Package 'strip'

Title: Lighten your R Model Outputs
Description: The strip function deletes components of R model outputs that are useless for specific purposes, such as predict[ing], print[ing], summary[izing], etc.
Authors: Paul Poncet [aut, cre]
Maintainer: Paul Poncet <[email protected]>
License: MIT + file LICENSE
Version: 1.0.0
Built: 2024-11-04 03:18:33 UTC
Source: https://github.com/paulponcet/strip

Help Index


Lighten R model outputs

Description

The strip function deletes components of R model outputs that are useless for specific purposes, such as predict[ing], print[ing], summary[izing], etc.

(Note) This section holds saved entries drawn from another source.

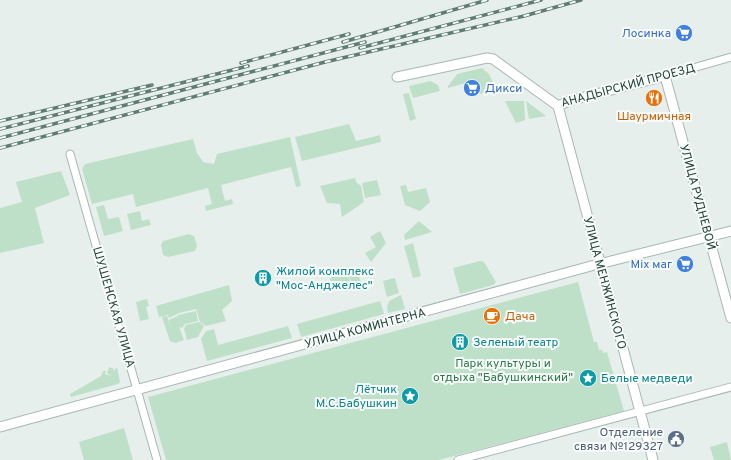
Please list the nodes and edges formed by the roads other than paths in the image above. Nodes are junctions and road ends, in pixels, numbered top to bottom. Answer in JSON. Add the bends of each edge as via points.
{"nodes":[{"id":1,"x":730,"y":57,"type":"edge"},
{"id":2,"x":666,"y":76,"type":"junction"},
{"id":3,"x":397,"y":77,"type":"dead end"},
{"id":4,"x":558,"y":106,"type":"junction"},
{"id":5,"x":70,"y":154,"type":"dead end"},
{"id":6,"x":731,"y":231,"type":"edge"},
{"id":7,"x":708,"y":236,"type":"junction"},
{"id":8,"x":601,"y":264,"type":"junction"},
{"id":9,"x":731,"y":318,"type":"edge"},
{"id":10,"x":731,"y":387,"type":"edge"},
{"id":11,"x":138,"y":390,"type":"junction"},
{"id":12,"x":640,"y":410,"type":"junction"},
{"id":13,"x":0,"y":428,"type":"edge"},
{"id":14,"x":157,"y":460,"type":"edge"},
{"id":15,"x":458,"y":460,"type":"edge"},
{"id":16,"x":653,"y":460,"type":"edge"}],
"edges":[{"from":1,"to":2,"type":"street","name":"АНАДЫРСКИЙ ПРОЕЗД"},
{"from":2,"to":4,"type":"street","name":"АНАДЫРСКИЙ ПРОЕЗД"},
{"from":2,"to":7,"type":"street","name":"УЛИЦА РУДНЕВОЙ"},
{"from":3,"to":4,"type":"street","name":"АНАДЫРСКИЙ ПРОЕЗД","via":[[487,58],[493,59]]},
{"from":4,"to":8,"type":"street","name":"УЛИЦА МЕНЖИНСКОГО"},
{"from":5,"to":11,"type":"street","name":"ШУШЕНСКАЯ УЛИЦА"},
{"from":6,"to":7,"type":"street","name":"УЛИЦА КОМИНТЕРНА"},
{"from":7,"to":8,"type":"street","name":"УЛИЦА КОМИНТЕРНА"},
{"from":7,"to":9,"type":"street","name":"УЛИЦА РУДНЕВОЙ"},
{"from":8,"to":11,"type":"street","name":"УЛИЦА КОМИНТЕРНА"},
{"from":8,"to":12,"type":"street","name":"УЛИЦА МЕНЖИНСКОГО"},
{"from":10,"to":12,"type":"street"},
{"from":11,"to":13,"type":"street","name":"УЛИЦА КОМИНТЕРНА"},
{"from":11,"to":14,"type":"street","name":"ШУШЕНСКАЯ УЛИЦА"},
{"from":12,"to":15,"type":"street"},
{"from":12,"to":16,"type":"street","name":"УЛИЦА МЕНЖИНСКОГО"}]}
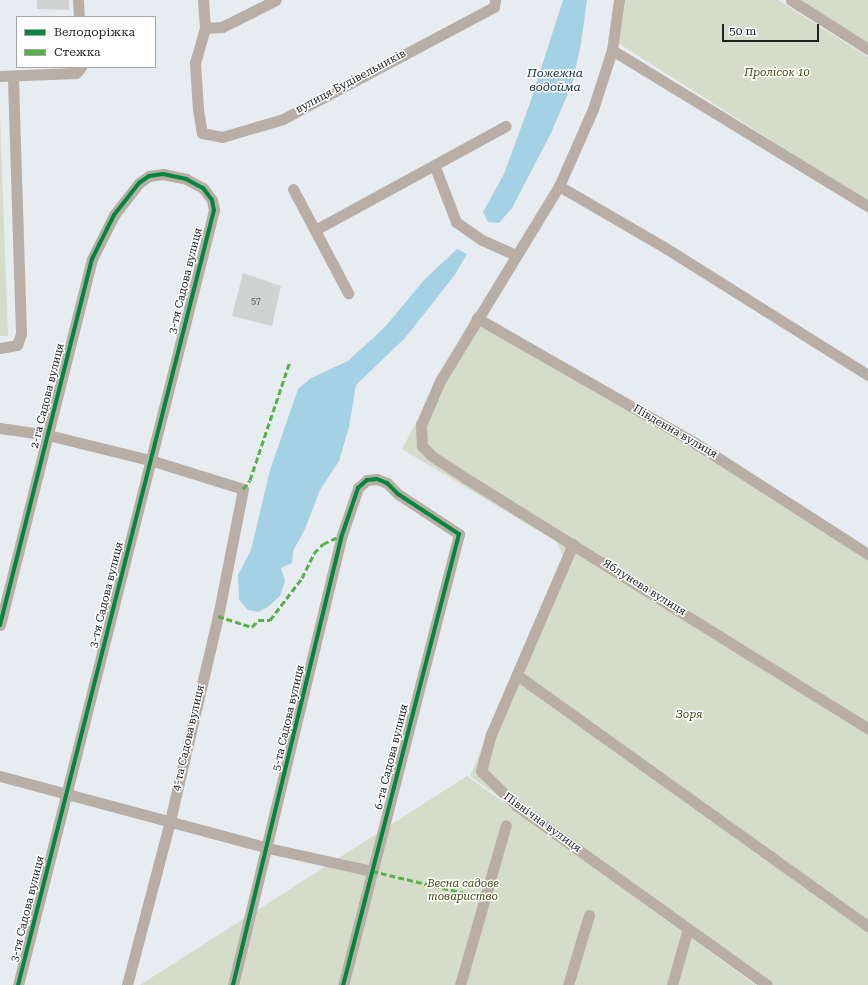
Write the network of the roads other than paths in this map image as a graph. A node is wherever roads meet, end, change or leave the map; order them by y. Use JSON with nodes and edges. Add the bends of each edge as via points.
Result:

The idea is to prevent the size of the model output to grow with the size of the training dataset. This is useful if one has to save the output for later use while limiting its size on disk.

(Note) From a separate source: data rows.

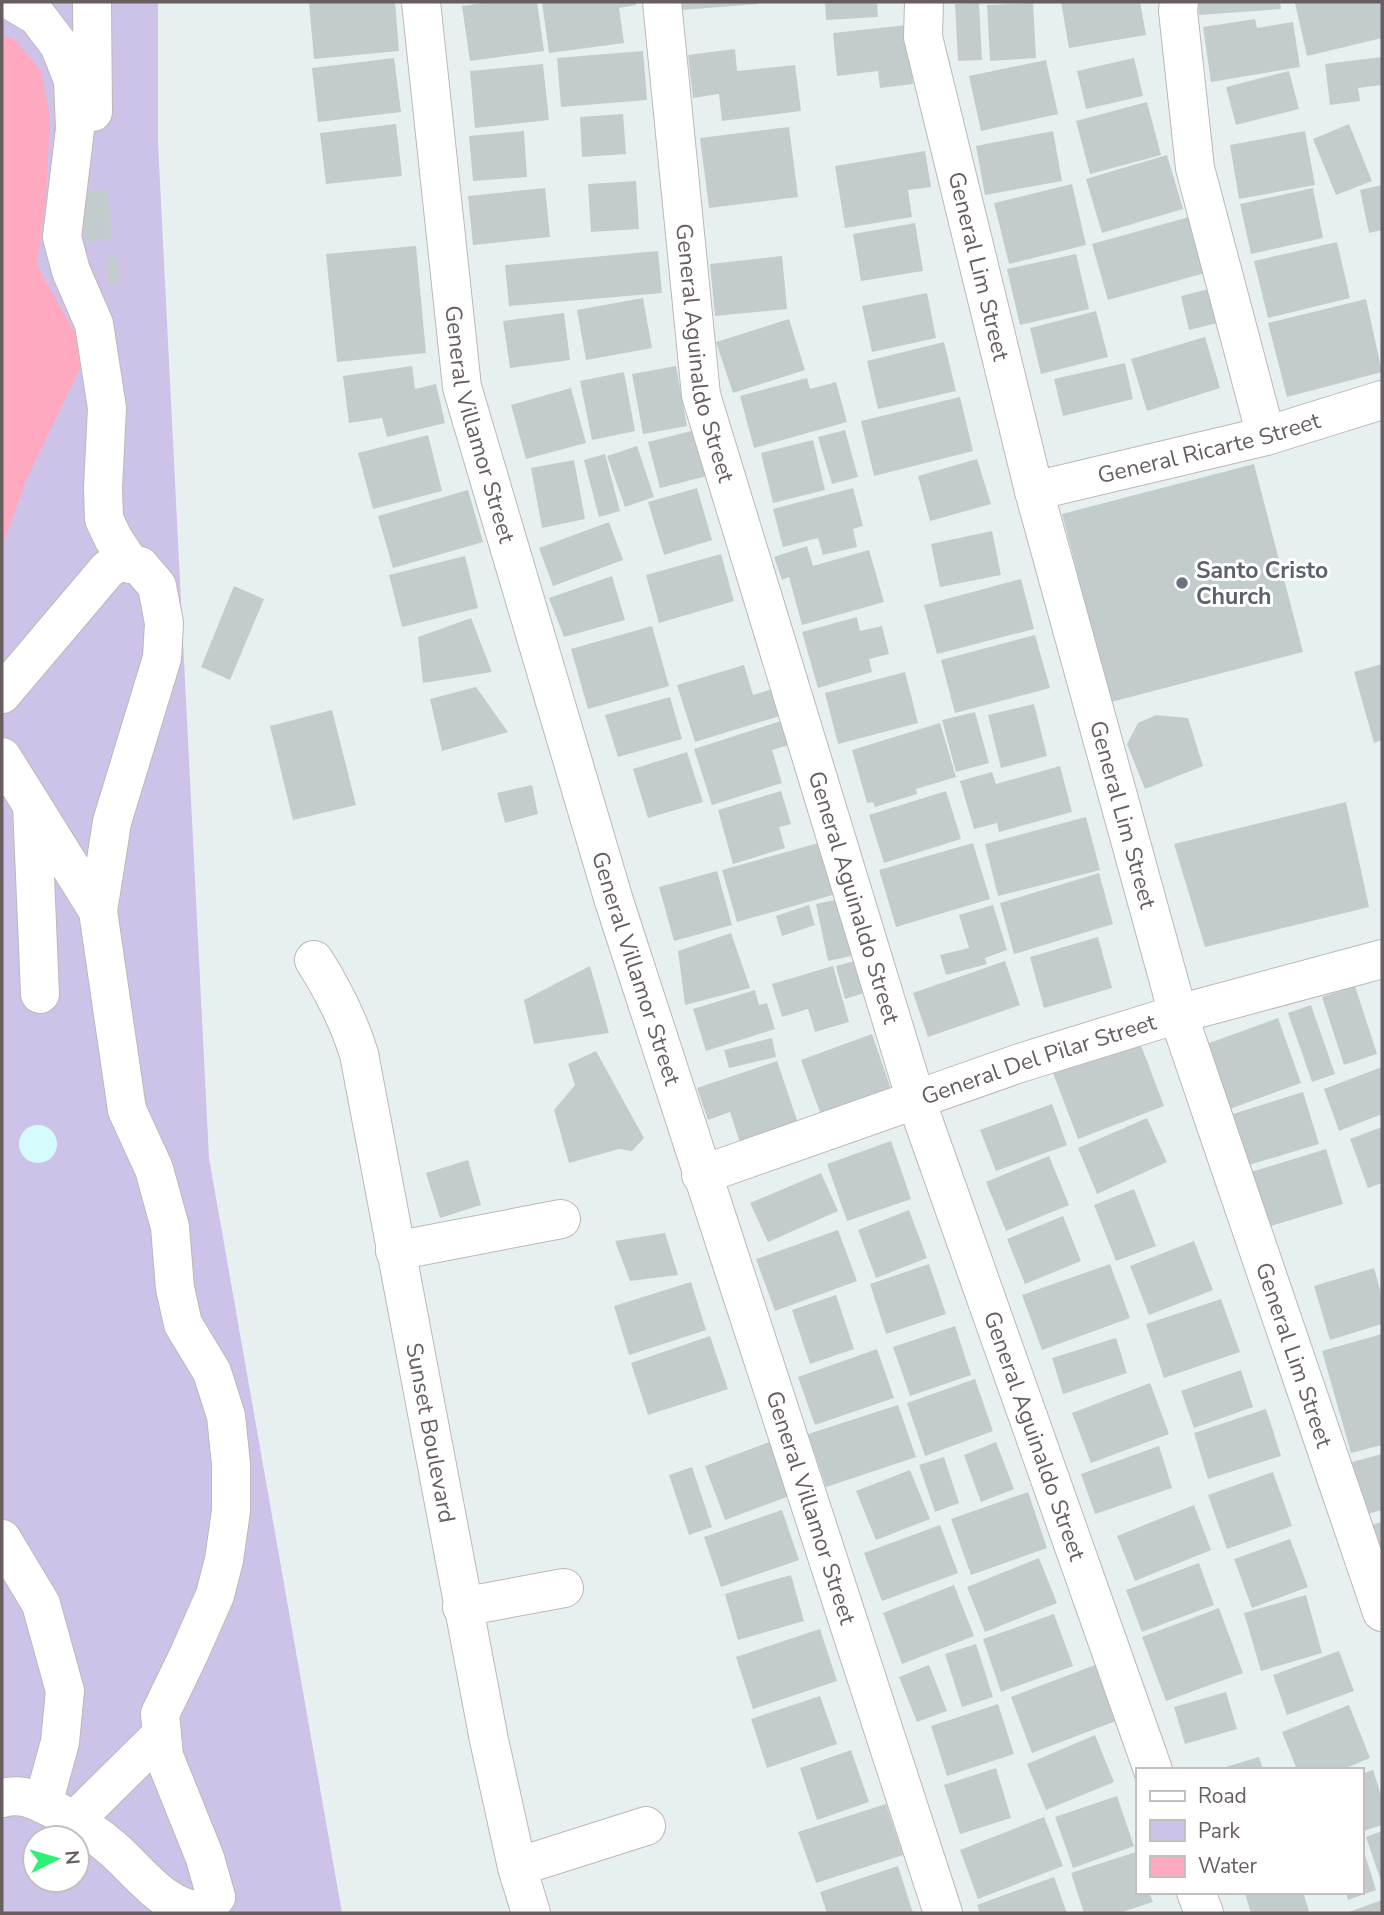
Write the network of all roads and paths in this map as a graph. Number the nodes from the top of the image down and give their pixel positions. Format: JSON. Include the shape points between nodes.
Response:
{"nodes":[{"id":1,"x":13,"y":2,"type":"edge"},
{"id":2,"x":92,"y":2,"type":"edge"},
{"id":3,"x":421,"y":2,"type":"edge"},
{"id":4,"x":662,"y":2,"type":"edge"},
{"id":5,"x":924,"y":2,"type":"edge"},
{"id":6,"x":1179,"y":2,"type":"edge"},
{"id":7,"x":66,"y":208,"type":"junction"},
{"id":8,"x":1382,"y":400,"type":"edge"},
{"id":9,"x":1266,"y":436,"type":"junction"},
{"id":10,"x":1034,"y":491,"type":"junction"},
{"id":11,"x":130,"y":564,"type":"junction"},
{"id":12,"x":2,"y":694,"type":"edge"},
{"id":13,"x":2,"y":757,"type":"edge"},
{"id":14,"x":32,"y":805,"type":"junction"},
{"id":15,"x":98,"y":911,"type":"junction"},
{"id":16,"x":1382,"y":959,"type":"edge"},
{"id":17,"x":314,"y":960,"type":"dead end"},
{"id":18,"x":40,"y":994,"type":"dead end"},
{"id":19,"x":1178,"y":1014,"type":"junction"},
{"id":20,"x":916,"y":1100,"type":"junction"},
{"id":21,"x":701,"y":1175,"type":"junction"},
{"id":22,"x":561,"y":1219,"type":"dead end"},
{"id":23,"x":395,"y":1251,"type":"junction"},
{"id":24,"x":2,"y":1539,"type":"edge"},
{"id":25,"x":564,"y":1588,"type":"dead end"},
{"id":26,"x":463,"y":1607,"type":"junction"},
{"id":27,"x":1382,"y":1612,"type":"edge"},
{"id":28,"x":162,"y":1734,"type":"junction"},
{"id":29,"x":1152,"y":1768,"type":"edge"},
{"id":30,"x":2,"y":1798,"type":"edge"},
{"id":31,"x":59,"y":1812,"type":"junction"},
{"id":32,"x":646,"y":1826,"type":"dead end"},
{"id":33,"x":517,"y":1867,"type":"junction"},
{"id":34,"x":1197,"y":1894,"type":"edge"},
{"id":35,"x":531,"y":1913,"type":"edge"},
{"id":36,"x":943,"y":1913,"type":"edge"},
{"id":37,"x":1204,"y":1913,"type":"edge"}],
"edges":[{"from":1,"to":7,"type":"street","via":[[37,16],[59,45],[73,80],[75,129]]},
{"from":2,"to":7,"type":"street","via":[[94,152]]},
{"from":3,"to":21,"type":"street","name":"General Villamor Street","via":[[462,387],[614,901]]},
{"from":4,"to":20,"type":"street","name":"General Aguinaldo Street","via":[[701,395]]},
{"from":5,"to":10,"type":"street","name":"General Lim Street","via":[[923,37]]},
{"from":6,"to":9,"type":"street","via":[[1195,168]]},
{"from":7,"to":11,"type":"street","via":[[62,237],[94,324],[107,408],[104,519]]},
{"from":8,"to":9,"type":"street","name":"General Ricarte Street"},
{"from":9,"to":10,"type":"street","name":"General Ricarte Street"},
{"from":10,"to":19,"type":"street","name":"General Lim Street"},
{"from":11,"to":12,"type":"street","via":[[119,561],[107,570]]},
{"from":11,"to":15,"type":"street","via":[[140,566],[157,586],[164,623],[162,658],[112,822]]},
{"from":13,"to":14,"type":"street"},
{"from":14,"to":15,"type":"street"},
{"from":14,"to":18,"type":"street"},
{"from":15,"to":28,"type":"street","via":[[127,1110],[154,1169],[170,1227],[174,1288],[183,1324],[212,1372],[226,1416],[231,1464],[224,1560],[215,1595],[160,1714]]},
{"from":16,"to":19,"type":"street","name":"General Del Pilar Street"},
{"from":17,"to":23,"type":"street","name":"Sunset Boulevard","via":[[340,1004],[359,1054]]},
{"from":19,"to":20,"type":"street","name":"General Del Pilar Street"},
{"from":19,"to":27,"type":"street","name":"General Lim Street"},
{"from":20,"to":21,"type":"street","name":"General Del Pilar Street"},
{"from":20,"to":29,"type":"street","name":"General Aguinaldo Street"},
{"from":21,"to":36,"type":"street","name":"General Villamor Street"},
{"from":22,"to":23,"type":"street"},
{"from":23,"to":26,"type":"street","name":"Sunset Boulevard"},
{"from":24,"to":31,"type":"street","via":[[41,1604],[65,1691]]},
{"from":25,"to":26,"type":"street"},
{"from":26,"to":33,"type":"street","name":"Sunset Boulevard"},
{"from":28,"to":31,"type":"street"},
{"from":28,"to":31,"type":"street","via":[[164,1756],[213,1884],[216,1897],[203,1910],[190,1911],[172,1902],[111,1847]]},
{"from":30,"to":31,"type":"street","via":[[17,1794]]},
{"from":32,"to":33,"type":"street"},
{"from":33,"to":35,"type":"street","name":"Sunset Boulevard"},
{"from":34,"to":37,"type":"street"}]}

The birth of this package originates with Nina Zumel's post ‘Trimming the Fat from glm() Models in R’ on Win-Vector Blog.

Usage

strip(object, keep, ...)

strip_(object, keep, ...)

## Default S3 method:
strip_(object, keep, ...)

## S3 method for class 'gam'
strip_(object, keep, ...)

## S3 method for class 'glm'
strip_(object, keep, ...)

## S3 method for class 'kmeans'
strip_(object, keep, ...)

## S3 method for class 'lm'
strip_(object, keep, ...)

## S3 method for class 'loess'
strip_(object, keep, ...)

## S3 method for class 'randomForest'
strip_(object, keep, ...)

## S3 method for class 'train'
strip_(object, keep, use_trim = FALSE, ...)

Arguments

object

result of an R model, see 'Details'.

keep

character. A vector of values among "everything", "predict", "print", and "summary". Except for strip.lm, currently only the values "everything", "predict", and "print", are implemented.

...

Additional arguments to be passed to other methods.

use_trim

boolean. For the strip.train method, if use_trim=TRUE and if keep="predict", then the function applied is (if it exists) the trim function embedded as object$modelInfo$trim.

Details

If keep="predict", components inside the list object are kept if they are needed by the predict method, otherwise they are set to NULL. If keep=c("predict", "print"), components are kept as soon as they are needed by one of the predict or print methods. If keep="everything", object is returned with no modifications.

Currently the models supported are limited to the following list:

  • lm and glm, the linear and generalized linear regression function from package stat;

  • loess, the local polynomial regression function from package stat;

  • randomForest, from package randomForest.

There is also a strip function for 'train' objects built with the caret package.

Further developments of the package should include additional models, and should enable additional keep values (e.g. keep="summary", keep="anova", etc.)

Value

A list of the same class as object is returned.

Author(s)

The method for glm objects is adapted from Nina Zumel's post on Win-Vector Blog.

The method for randomForest objects is adapted from ReKa's answer on StackExchange.

See Also

See Nina Zumel's post on Win-Vector Blog for further insight, examples, and motivations; ReKa's answer on StackExchange for reducing the size of a randomForest object; this discussion for limiting the ‘footprint’ of regression and classification objects within the caret package.

Examples

data("mtcars")
set.seed(110)
i = sample(2, nrow(mtcars), replace = TRUE, prob=c(0.8, 0.2))
r1 = lm(mpg ~ ., data = mtcars[i==1,])
r2 = strip(r1, keep = "predict")

# Estimate the objects' size as the size of their serialization
length(serialize(r1, NULL))
length(serialize(r2, NULL))

# Check that predictions are the same
p1 = predict(r1, newdata = mtcars[i==2,])
p2 = predict(r2, newdata = mtcars[i==2,])
identical(p1, p2) # TRUE